Söz konusu gelişmelerle dün New York borsasında Dow Jones endeksi yüzde 0,84, S&P 500 endeksi yüzde 0,77 ve Nasdaq endeksi yüzde 1,17 azalış kaydetti. ABD’de endeks vadeli kontratlar, yeni güne ise karışık seyirle başladı.
Avrupa
Avrupa borsalarında da satış ağırlıklı bir seyir öne çıkarken, bugün gözler Avro Bölgesi’nde açıklanacak enflasyon verilerine çevrildi.
Bölge genelinde enflasyonun hala hedeflenen seviyelerin çok üzerinde olmasına karşın ekonomik aktiviteye ilişkin endişeler ve bölgenin en önemli ticaret ortağı olan Çin’e yönelik olumsuz haber akışı risk algısını desteklemeye devam ediyor.
Para piyasalarındaki fiyatlamalarda Avrupa Merkez Bankası’nın (ECB) “şahin” adımlarına ara vereceğine yönelik beklentiler güç kaybetmeye devam ederken, Banka’nın gelecek ay politika faizini yüzde 60 ihtimalle 25 baz puan artıracağı öngörülüyor. Dünkü fiyatlamalarda faiz artırım ihtimali yüzde 50 seviyesinde bulunuyordu.
Dün İngiltere’de FTSE 100 endeksi yüzde 0,63, Fransa’da CAC 40 endeksi yüzde 0,94, İtalya’da FTSE MIB 30 endeksi yüzde 1,03 ve Almanya’da DAX 40 endeksi yüzde 0,71 değer kaybetti.
Asya
Asya piyasalarında satış baskısı haftanın son işlem gününde de etkili olurken, Çinli yetkililerin piyasaları sakinleştirici açıklamaları da etkili olmuyor.
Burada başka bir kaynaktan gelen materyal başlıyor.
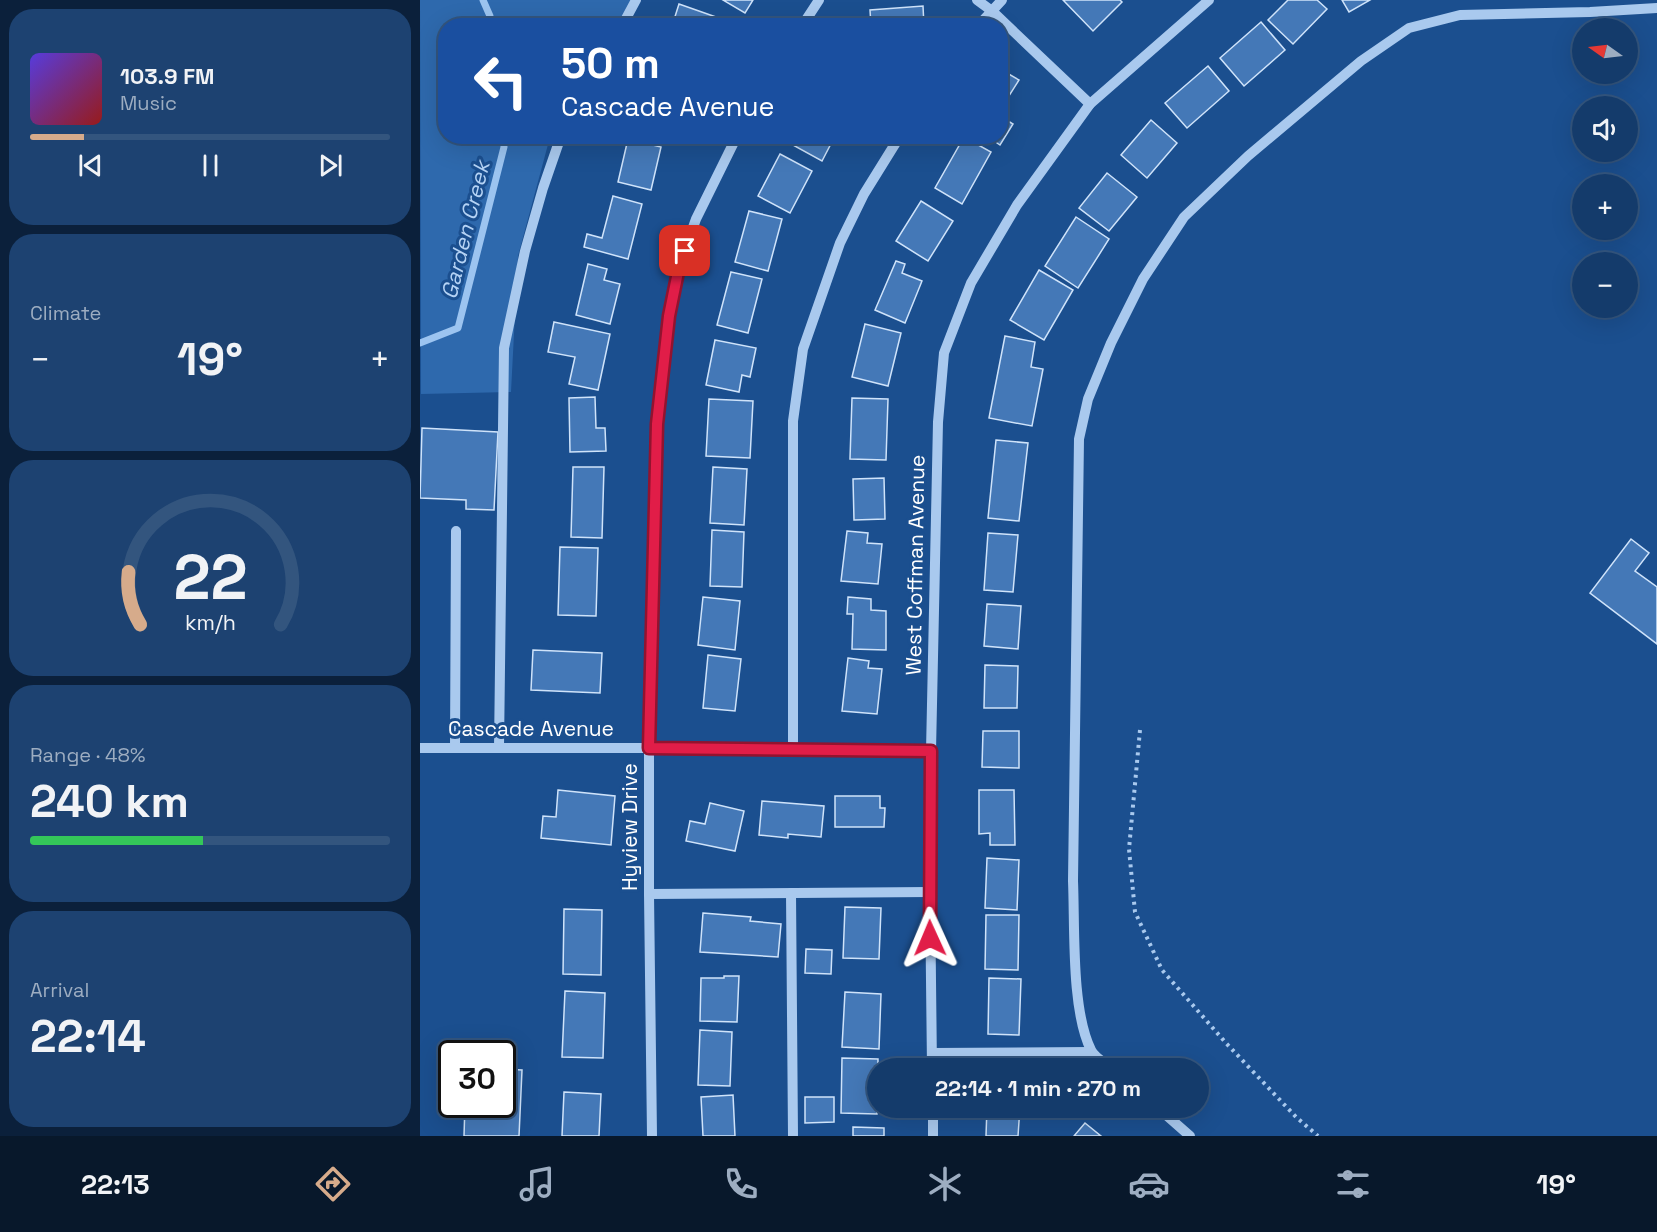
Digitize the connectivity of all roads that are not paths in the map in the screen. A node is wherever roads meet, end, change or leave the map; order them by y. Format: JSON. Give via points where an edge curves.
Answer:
{"nodes":[{"id":1,"x":636,"y":0,"type":"edge"},
{"id":2,"x":819,"y":0,"type":"edge"},
{"id":3,"x":977,"y":0,"type":"edge"},
{"id":4,"x":1002,"y":0,"type":"edge"},
{"id":5,"x":1209,"y":0,"type":"edge"},
{"id":6,"x":1657,"y":8,"type":"edge"},
{"id":7,"x":992,"y":10,"type":"junction"},
{"id":8,"x":626,"y":18,"type":"edge"},
{"id":9,"x":807,"y":18,"type":"edge"},
{"id":10,"x":985,"y":18,"type":"edge"},
{"id":11,"x":1000,"y":18,"type":"edge"},
{"id":12,"x":1008,"y":25,"type":"edge"},
{"id":13,"x":1090,"y":104,"type":"junction"},
{"id":14,"x":558,"y":144,"type":"edge"},
{"id":15,"x":733,"y":144,"type":"edge"},
{"id":16,"x":895,"y":144,"type":"edge"},
{"id":17,"x":456,"y":531,"type":"dead end"},
{"id":18,"x":420,"y":748,"type":"edge"},
{"id":19,"x":455,"y":748,"type":"junction"},
{"id":20,"x":499,"y":748,"type":"junction"},
{"id":21,"x":649,"y":748,"type":"junction"},
{"id":22,"x":793,"y":748,"type":"junction"},
{"id":23,"x":931,"y":751,"type":"junction"},
{"id":24,"x":930,"y":892,"type":"junction"},
{"id":25,"x":791,"y":893,"type":"junction"},
{"id":26,"x":649,"y":894,"type":"junction"},
{"id":27,"x":1091,"y":1052,"type":"junction"},
{"id":28,"x":932,"y":1053,"type":"junction"},
{"id":29,"x":932,"y":1058,"type":"edge"},
{"id":30,"x":1098,"y":1058,"type":"edge"},
{"id":31,"x":933,"y":1118,"type":"edge"},
{"id":32,"x":1170,"y":1118,"type":"edge"},
{"id":33,"x":652,"y":1136,"type":"edge"},
{"id":34,"x":793,"y":1136,"type":"edge"},
{"id":35,"x":933,"y":1136,"type":"edge"},
{"id":36,"x":1190,"y":1136,"type":"edge"}],
"edges":[{"from":1,"to":8,"type":"street"},
{"from":2,"to":9,"type":"street"},
{"from":3,"to":7,"type":"street"},
{"from":4,"to":7,"type":"street"},
{"from":5,"to":13,"type":"street","name":"West Coffman Avenue"},
{"from":6,"to":27,"type":"street","via":[[1460,15],[1409,28],[1352,69],[1232,171],[1184,217],[1143,279],[1088,399],[1079,439],[1073,881],[1080,1018]]},
{"from":7,"to":10,"type":"street"},
{"from":7,"to":11,"type":"street"},
{"from":12,"to":13,"type":"street"},
{"from":13,"to":23,"type":"street","name":"West Coffman Avenue","via":[[1017,205],[971,284],[945,353],[938,422]]},
{"from":14,"to":20,"type":"street","via":[[525,251],[504,348]]},
{"from":15,"to":21,"type":"street","name":"Hyview Drive","via":[[696,219],[679,267],[669,316],[657,424]]},
{"from":16,"to":22,"type":"street","via":[[840,243],[803,349],[797,383],[793,421]]},
{"from":17,"to":19,"type":"street"},
{"from":18,"to":19,"type":"street","name":"Cascade Avenue"},
{"from":19,"to":20,"type":"street","name":"Cascade Avenue"},
{"from":20,"to":21,"type":"street","name":"Cascade Avenue"},
{"from":21,"to":22,"type":"street","name":"Cascade Avenue"},
{"from":21,"to":26,"type":"street","name":"Hyview Drive"},
{"from":22,"to":23,"type":"street","name":"Cascade Avenue"},
{"from":23,"to":24,"type":"street","name":"West Coffman Avenue"},
{"from":24,"to":25,"type":"street"},
{"from":24,"to":28,"type":"street","name":"West Coffman Avenue"},
{"from":25,"to":26,"type":"street"},
{"from":25,"to":34,"type":"street"},
{"from":26,"to":33,"type":"street","name":"Hyview Drive"},
{"from":27,"to":28,"type":"street"},
{"from":27,"to":30,"type":"street"},
{"from":28,"to":29,"type":"street","name":"West Coffman Avenue"},
{"from":31,"to":35,"type":"street"},
{"from":32,"to":36,"type":"street"}]}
Ülkede artan risk algısı dolar/yuan paritesini yaklaşık son bir yılın zirvesine taşırken, yuandaki değer kaybını önlemek için Çin Merkez Bankası’nın (PBoC) kamu bankaları aracılığıyla tarihindeki en güçlü müdahaleyi yapmış olabileceği ifade ediliyor.
Ülkede gayrimenkul sektöründe baş gösteren sıkıntıların ekonominin diğer alanlarına da sıçrayabileceği ihtimali piyasalarda yakından takip ediliyor.
Öte yandan, Japonya’da açıklanan verilere göre, Tüketici Fiyat Endeksi (TÜFE) temmuzda yüzde 3,3 artarak beklentilere paralel gerçekleşti.
Kapanışa yakın Japonya’da Nikkei 225 endeksi yüzde 0,6, Hong Kong’da Hang Seng endeksi yüzde 1,5, Çin’de Şanghay bileşik endeksi yüzde 0,4 ve Güney Kore’de Kospi endeksi yüzde 0,6 değer kaybetti.
Yurt içi piyasalar
Yurt içinde alış ağırlıklı seyreden Borsa İstanbul’da BIST 100 endeksi, yüzde 1,33 değer kazancıyla günü 7.764,47 puandan tamamlayarak kapanış rekoru kırdı.
Dolar/TL, dün günü önceki kapanışın yüzde 0,1 üzerinde 27,1021’den tamamlamasının ardından bugün bankalararası piyasanın açılışında 27,1060 seviyesinden işlem görüyor.
Analistler, bugün yurt içinde Türkiye Cumhuriyet Merkez Bankası (TCMB) Piyasa Katılımcıları Anketi, yurt dışında ise Avro Bölgesi’nde enflasyon verilerinin takip edileceğini belirterek, teknik açıdan BIST 100 endeksinde 7.850 ve 8.000 seviyelerinin direnç, 7.700 ve 7.600 puanın destek konumunda olduğunu kaydetti.